FIG. 4 shows how the tilting mechanism 5 includes an external case 65 fixed to the frame 1 via the L-shaped plates 16 with screws 17. The external case 65 includes a knob 53 in the center of the case 65 for holding the male gear 64 in place adjacent to the planetary gear 54. A bearing set 57 can be used within the male gear 64 to help with the rotation of the male gear 64 over the external case knob 53 when the tilting mechanism 5 is engaged. In one embodiment, the different orientations of the electronic display device 3 compared with the frame 1 correspond to different orientation of the male gear 64 within the tilting mechanism 5. The use of a light emitting diode (LED) 41 connected to a power source 42 for sending light to three light sensors 28 (only one shown in FIG. 4) also connected to a power source 26 associated with each of the three possible orientations is shown. The placement of the three light sensors 28 at different positions to obtain different angular variations is also shown. Tabs, magnets, proximity sensors, switches, or other devices to monitor and control the tilting mechanism 5 are further disclosed.

In yet another embodiment, communication between the electronic display device 3 and the computing device 21 is conducted via a serial port connected via a USB cable and serial to USB converter. In a protocol of communication in ASCII text format, a string of information is sent with a first Y or N bit to indicate whether the presence of user in front of the electronic display assembly 100 has been detected by the sensor 7. The second part of the information string is the position of the monitor in relation with the three light sensors 28, which is sent to provide position data to the computing device 21.

FIG. 5 is a block diagram of the method of tilting an electronic display assembly according to another embodiment of the present disclosure. The method consists of using a tilting electronic display assembly 100 according to the successive or nonsuccessive steps of placing a proximity sensor 7 and a display surface 2 of a tilting electronic display assembly 100 having a frame 1, an electronic display 3 with the display surface 2 pivotally connected to the frame 1, the proximity sensor 7, a switch 6 in visual relationship with an area of use, and a computing device 21 connected to the display surface 2 with a memory (not shown) for storing an attract graphic, and an access graphic. An attract graphic is defined as a multimedia presentation or any other type of visual or audio stimuli capable of attracting the attention of a potential user located in the area of use within the sensory range of the proximity sensor 7. Once the assembly 100 is in place, the sensor 7 is activated to detect a user within the area of use.

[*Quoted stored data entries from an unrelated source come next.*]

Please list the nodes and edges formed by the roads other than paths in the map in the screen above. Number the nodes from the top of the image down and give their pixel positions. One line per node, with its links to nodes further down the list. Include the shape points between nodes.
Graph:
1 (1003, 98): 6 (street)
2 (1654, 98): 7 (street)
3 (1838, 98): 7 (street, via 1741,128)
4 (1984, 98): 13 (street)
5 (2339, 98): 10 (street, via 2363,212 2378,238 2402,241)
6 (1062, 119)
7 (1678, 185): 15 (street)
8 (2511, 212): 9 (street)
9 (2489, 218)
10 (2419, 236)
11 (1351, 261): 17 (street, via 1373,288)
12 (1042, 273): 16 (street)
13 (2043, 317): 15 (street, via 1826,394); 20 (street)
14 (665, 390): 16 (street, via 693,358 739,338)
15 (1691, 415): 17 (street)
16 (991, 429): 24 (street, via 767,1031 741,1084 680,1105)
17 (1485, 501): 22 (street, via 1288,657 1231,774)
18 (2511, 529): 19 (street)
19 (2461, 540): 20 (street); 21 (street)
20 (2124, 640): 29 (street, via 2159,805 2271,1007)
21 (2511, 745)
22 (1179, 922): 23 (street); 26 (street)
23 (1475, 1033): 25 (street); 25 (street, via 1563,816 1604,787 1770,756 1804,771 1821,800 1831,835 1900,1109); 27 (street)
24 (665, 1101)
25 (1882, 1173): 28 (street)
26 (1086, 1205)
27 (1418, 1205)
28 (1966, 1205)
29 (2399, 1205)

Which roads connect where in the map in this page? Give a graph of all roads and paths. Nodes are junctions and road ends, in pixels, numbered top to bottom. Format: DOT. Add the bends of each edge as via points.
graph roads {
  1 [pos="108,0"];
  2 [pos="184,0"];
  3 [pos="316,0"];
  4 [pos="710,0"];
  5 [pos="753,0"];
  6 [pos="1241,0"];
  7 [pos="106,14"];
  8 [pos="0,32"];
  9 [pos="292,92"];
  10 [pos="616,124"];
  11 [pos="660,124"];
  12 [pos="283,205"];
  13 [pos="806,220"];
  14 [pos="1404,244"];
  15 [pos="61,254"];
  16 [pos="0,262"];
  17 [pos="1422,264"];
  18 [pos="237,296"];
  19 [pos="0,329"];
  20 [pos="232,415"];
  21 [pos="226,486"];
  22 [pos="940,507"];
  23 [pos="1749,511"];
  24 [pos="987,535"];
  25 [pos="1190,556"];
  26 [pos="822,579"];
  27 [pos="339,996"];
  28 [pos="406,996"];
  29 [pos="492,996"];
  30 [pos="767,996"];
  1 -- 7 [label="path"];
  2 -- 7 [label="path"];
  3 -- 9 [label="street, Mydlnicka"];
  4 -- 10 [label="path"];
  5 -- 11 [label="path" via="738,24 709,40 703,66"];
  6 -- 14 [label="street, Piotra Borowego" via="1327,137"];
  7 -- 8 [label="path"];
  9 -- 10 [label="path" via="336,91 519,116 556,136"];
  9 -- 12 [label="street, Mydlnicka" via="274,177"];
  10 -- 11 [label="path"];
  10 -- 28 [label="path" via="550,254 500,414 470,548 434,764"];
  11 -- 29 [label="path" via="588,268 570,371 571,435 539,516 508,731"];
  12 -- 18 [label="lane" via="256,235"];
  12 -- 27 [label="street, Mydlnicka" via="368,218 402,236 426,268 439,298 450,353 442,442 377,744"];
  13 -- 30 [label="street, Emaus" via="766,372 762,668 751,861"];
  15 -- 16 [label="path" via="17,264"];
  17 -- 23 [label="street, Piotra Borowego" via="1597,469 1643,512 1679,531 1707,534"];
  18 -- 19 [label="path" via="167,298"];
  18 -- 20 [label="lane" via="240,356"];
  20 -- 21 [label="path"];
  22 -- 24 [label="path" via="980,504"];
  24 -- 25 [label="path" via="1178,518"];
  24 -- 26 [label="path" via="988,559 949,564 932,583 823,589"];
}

If the sensor 7 does not detect a user, the screen is placed in an attract orientation 201 and displays on the display surface 2 the attract graphic 202 as illustrated by FIG. 1A 203. The attract graphic is taken from the memory using the computing device 21. In a subsequent step, the electronic display 3 of the assembly 100 is pivoted to an access orientation 204 once the sensor 7 detects a user. The display surface 2 is then programmed to display the access graphic 205 from the memory using the computing device 21 as shown in FIG. 1B.

The touch screen is then activated 207 in anticipation of interfacing with the user 208. If the user has failed to touch the display surface 2 after a fixed period of time, such as in 30 seconds, the computer device 21 may reset the assembly 100 to the attract orientation 214 and display attract graphics 215 as shown in FIG. 1A 216.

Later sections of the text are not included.